[Data entries]
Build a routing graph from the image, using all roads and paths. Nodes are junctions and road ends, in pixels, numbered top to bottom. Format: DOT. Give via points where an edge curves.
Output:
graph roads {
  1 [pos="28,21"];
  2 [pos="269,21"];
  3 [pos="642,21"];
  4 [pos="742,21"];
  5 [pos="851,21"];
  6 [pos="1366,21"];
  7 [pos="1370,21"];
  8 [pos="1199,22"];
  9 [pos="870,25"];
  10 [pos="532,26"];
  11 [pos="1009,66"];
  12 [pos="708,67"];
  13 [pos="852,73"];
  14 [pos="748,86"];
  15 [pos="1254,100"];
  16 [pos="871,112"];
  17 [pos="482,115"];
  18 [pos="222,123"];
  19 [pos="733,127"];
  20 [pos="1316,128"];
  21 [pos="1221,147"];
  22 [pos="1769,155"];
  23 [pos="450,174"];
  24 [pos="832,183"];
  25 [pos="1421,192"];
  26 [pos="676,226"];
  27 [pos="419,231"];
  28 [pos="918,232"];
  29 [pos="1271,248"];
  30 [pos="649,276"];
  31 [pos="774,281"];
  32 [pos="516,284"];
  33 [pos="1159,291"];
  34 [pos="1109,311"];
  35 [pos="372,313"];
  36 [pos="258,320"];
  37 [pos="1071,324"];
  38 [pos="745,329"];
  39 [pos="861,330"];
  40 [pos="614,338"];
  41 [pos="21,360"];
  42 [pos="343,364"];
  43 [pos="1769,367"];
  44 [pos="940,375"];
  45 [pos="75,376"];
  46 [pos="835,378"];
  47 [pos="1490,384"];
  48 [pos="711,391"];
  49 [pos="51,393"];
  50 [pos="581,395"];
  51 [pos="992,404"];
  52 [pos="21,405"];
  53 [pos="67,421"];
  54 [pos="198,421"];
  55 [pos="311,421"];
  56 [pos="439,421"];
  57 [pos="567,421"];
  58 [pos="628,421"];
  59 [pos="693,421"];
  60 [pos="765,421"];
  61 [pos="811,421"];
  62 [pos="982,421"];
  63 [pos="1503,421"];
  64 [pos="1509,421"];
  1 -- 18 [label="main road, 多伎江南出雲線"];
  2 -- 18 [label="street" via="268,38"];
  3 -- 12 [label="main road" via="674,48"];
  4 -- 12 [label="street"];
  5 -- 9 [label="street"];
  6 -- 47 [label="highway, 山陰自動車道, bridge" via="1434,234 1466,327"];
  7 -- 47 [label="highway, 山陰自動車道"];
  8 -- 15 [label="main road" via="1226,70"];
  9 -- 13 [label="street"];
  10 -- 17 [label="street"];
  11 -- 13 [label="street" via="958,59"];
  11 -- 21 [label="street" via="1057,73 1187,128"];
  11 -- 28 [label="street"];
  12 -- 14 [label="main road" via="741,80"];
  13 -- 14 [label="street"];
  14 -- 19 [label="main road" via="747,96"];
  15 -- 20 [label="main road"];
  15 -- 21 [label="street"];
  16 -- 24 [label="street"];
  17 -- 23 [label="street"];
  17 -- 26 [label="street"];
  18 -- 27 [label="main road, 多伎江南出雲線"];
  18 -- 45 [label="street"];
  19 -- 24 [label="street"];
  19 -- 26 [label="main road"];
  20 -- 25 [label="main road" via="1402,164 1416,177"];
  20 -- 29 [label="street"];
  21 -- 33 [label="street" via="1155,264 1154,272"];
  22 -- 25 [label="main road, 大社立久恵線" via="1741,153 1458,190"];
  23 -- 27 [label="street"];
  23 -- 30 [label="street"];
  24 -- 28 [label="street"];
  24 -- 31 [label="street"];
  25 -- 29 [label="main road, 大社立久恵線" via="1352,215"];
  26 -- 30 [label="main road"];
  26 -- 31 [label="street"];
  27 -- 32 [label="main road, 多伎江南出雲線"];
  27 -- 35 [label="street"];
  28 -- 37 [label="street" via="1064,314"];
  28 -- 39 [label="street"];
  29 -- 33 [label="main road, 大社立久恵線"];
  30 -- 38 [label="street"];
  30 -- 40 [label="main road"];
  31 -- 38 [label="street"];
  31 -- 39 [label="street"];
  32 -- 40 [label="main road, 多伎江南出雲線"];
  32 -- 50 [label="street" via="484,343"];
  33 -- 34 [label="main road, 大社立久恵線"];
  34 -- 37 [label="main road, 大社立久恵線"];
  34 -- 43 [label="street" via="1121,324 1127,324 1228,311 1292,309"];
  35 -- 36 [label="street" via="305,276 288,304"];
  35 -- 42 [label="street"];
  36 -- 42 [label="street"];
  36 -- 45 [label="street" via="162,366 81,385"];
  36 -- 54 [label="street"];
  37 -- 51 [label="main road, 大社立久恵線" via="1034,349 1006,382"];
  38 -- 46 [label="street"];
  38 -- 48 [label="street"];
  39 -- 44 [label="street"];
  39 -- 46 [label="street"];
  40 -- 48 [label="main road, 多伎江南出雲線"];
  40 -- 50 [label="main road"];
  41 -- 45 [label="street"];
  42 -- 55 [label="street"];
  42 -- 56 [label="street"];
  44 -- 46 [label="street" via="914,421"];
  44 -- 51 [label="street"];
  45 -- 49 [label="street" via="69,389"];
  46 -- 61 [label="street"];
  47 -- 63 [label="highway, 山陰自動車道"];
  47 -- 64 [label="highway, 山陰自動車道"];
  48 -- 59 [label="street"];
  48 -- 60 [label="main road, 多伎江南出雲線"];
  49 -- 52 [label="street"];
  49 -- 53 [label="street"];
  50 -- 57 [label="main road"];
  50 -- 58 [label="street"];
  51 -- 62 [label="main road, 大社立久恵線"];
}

REQUIREMENT:
Exactly as written, please output every entry.

WORKED SOLUTION:
Build a routing graph from the image, using all roads and paths. Nodes are junctions and road ends, in pixels, numbered top to bottom. Format: DOT. Give via points where an edge curves.
Output:
graph roads {
  1 [pos="28,21"];
  2 [pos="269,21"];
  3 [pos="642,21"];
  4 [pos="742,21"];
  5 [pos="851,21"];
  6 [pos="1366,21"];
  7 [pos="1370,21"];
  8 [pos="1199,22"];
  9 [pos="870,25"];
  10 [pos="532,26"];
  11 [pos="1009,66"];
  12 [pos="708,67"];
  13 [pos="852,73"];
  14 [pos="748,86"];
  15 [pos="1254,100"];
  16 [pos="871,112"];
  17 [pos="482,115"];
  18 [pos="222,123"];
  19 [pos="733,127"];
  20 [pos="1316,128"];
  21 [pos="1221,147"];
  22 [pos="1769,155"];
  23 [pos="450,174"];
  24 [pos="832,183"];
  25 [pos="1421,192"];
  26 [pos="676,226"];
  27 [pos="419,231"];
  28 [pos="918,232"];
  29 [pos="1271,248"];
  30 [pos="649,276"];
  31 [pos="774,281"];
  32 [pos="516,284"];
  33 [pos="1159,291"];
  34 [pos="1109,311"];
  35 [pos="372,313"];
  36 [pos="258,320"];
  37 [pos="1071,324"];
  38 [pos="745,329"];
  39 [pos="861,330"];
  40 [pos="614,338"];
  41 [pos="21,360"];
  42 [pos="343,364"];
  43 [pos="1769,367"];
  44 [pos="940,375"];
  45 [pos="75,376"];
  46 [pos="835,378"];
  47 [pos="1490,384"];
  48 [pos="711,391"];
  49 [pos="51,393"];
  50 [pos="581,395"];
  51 [pos="992,404"];
  52 [pos="21,405"];
  53 [pos="67,421"];
  54 [pos="198,421"];
  55 [pos="311,421"];
  56 [pos="439,421"];
  57 [pos="567,421"];
  58 [pos="628,421"];
  59 [pos="693,421"];
  60 [pos="765,421"];
  61 [pos="811,421"];
  62 [pos="982,421"];
  63 [pos="1503,421"];
  64 [pos="1509,421"];
  1 -- 18 [label="main road, 多伎江南出雲線"];
  2 -- 18 [label="street" via="268,38"];
  3 -- 12 [label="main road" via="674,48"];
  4 -- 12 [label="street"];
  5 -- 9 [label="street"];
  6 -- 47 [label="highway, 山陰自動車道, bridge" via="1434,234 1466,327"];
  7 -- 47 [label="highway, 山陰自動車道"];
  8 -- 15 [label="main road" via="1226,70"];
  9 -- 13 [label="street"];
  10 -- 17 [label="street"];
  11 -- 13 [label="street" via="958,59"];
  11 -- 21 [label="street" via="1057,73 1187,128"];
  11 -- 28 [label="street"];
  12 -- 14 [label="main road" via="741,80"];
  13 -- 14 [label="street"];
  14 -- 19 [label="main road" via="747,96"];
  15 -- 20 [label="main road"];
  15 -- 21 [label="street"];
  16 -- 24 [label="street"];
  17 -- 23 [label="street"];
  17 -- 26 [label="street"];
  18 -- 27 [label="main road, 多伎江南出雲線"];
  18 -- 45 [label="street"];
  19 -- 24 [label="street"];
  19 -- 26 [label="main road"];
  20 -- 25 [label="main road" via="1402,164 1416,177"];
  20 -- 29 [label="street"];
  21 -- 33 [label="street" via="1155,264 1154,272"];
  22 -- 25 [label="main road, 大社立久恵線" via="1741,153 1458,190"];
  23 -- 27 [label="street"];
  23 -- 30 [label="street"];
  24 -- 28 [label="street"];
  24 -- 31 [label="street"];
  25 -- 29 [label="main road, 大社立久恵線" via="1352,215"];
  26 -- 30 [label="main road"];
  26 -- 31 [label="street"];
  27 -- 32 [label="main road, 多伎江南出雲線"];
  27 -- 35 [label="street"];
  28 -- 37 [label="street" via="1064,314"];
  28 -- 39 [label="street"];
  29 -- 33 [label="main road, 大社立久恵線"];
  30 -- 38 [label="street"];
  30 -- 40 [label="main road"];
  31 -- 38 [label="street"];
  31 -- 39 [label="street"];
  32 -- 40 [label="main road, 多伎江南出雲線"];
  32 -- 50 [label="street" via="484,343"];
  33 -- 34 [label="main road, 大社立久恵線"];
  34 -- 37 [label="main road, 大社立久恵線"];
  34 -- 43 [label="street" via="1121,324 1127,324 1228,311 1292,309"];
  35 -- 36 [label="street" via="305,276 288,304"];
  35 -- 42 [label="street"];
  36 -- 42 [label="street"];
  36 -- 45 [label="street" via="162,366 81,385"];
  36 -- 54 [label="street"];
  37 -- 51 [label="main road, 大社立久恵線" via="1034,349 1006,382"];
  38 -- 46 [label="street"];
  38 -- 48 [label="street"];
  39 -- 44 [label="street"];
  39 -- 46 [label="street"];
  40 -- 48 [label="main road, 多伎江南出雲線"];
  40 -- 50 [label="main road"];
  41 -- 45 [label="street"];
  42 -- 55 [label="street"];
  42 -- 56 [label="street"];
  44 -- 46 [label="street" via="914,421"];
  44 -- 51 [label="street"];
  45 -- 49 [label="street" via="69,389"];
  46 -- 61 [label="street"];
  47 -- 63 [label="highway, 山陰自動車道"];
  47 -- 64 [label="highway, 山陰自動車道"];
  48 -- 59 [label="street"];
  48 -- 60 [label="main road, 多伎江南出雲線"];
  49 -- 52 [label="street"];
  49 -- 53 [label="street"];
  50 -- 57 [label="main road"];
  50 -- 58 [label="street"];
  51 -- 62 [label="main road, 大社立久恵線"];
}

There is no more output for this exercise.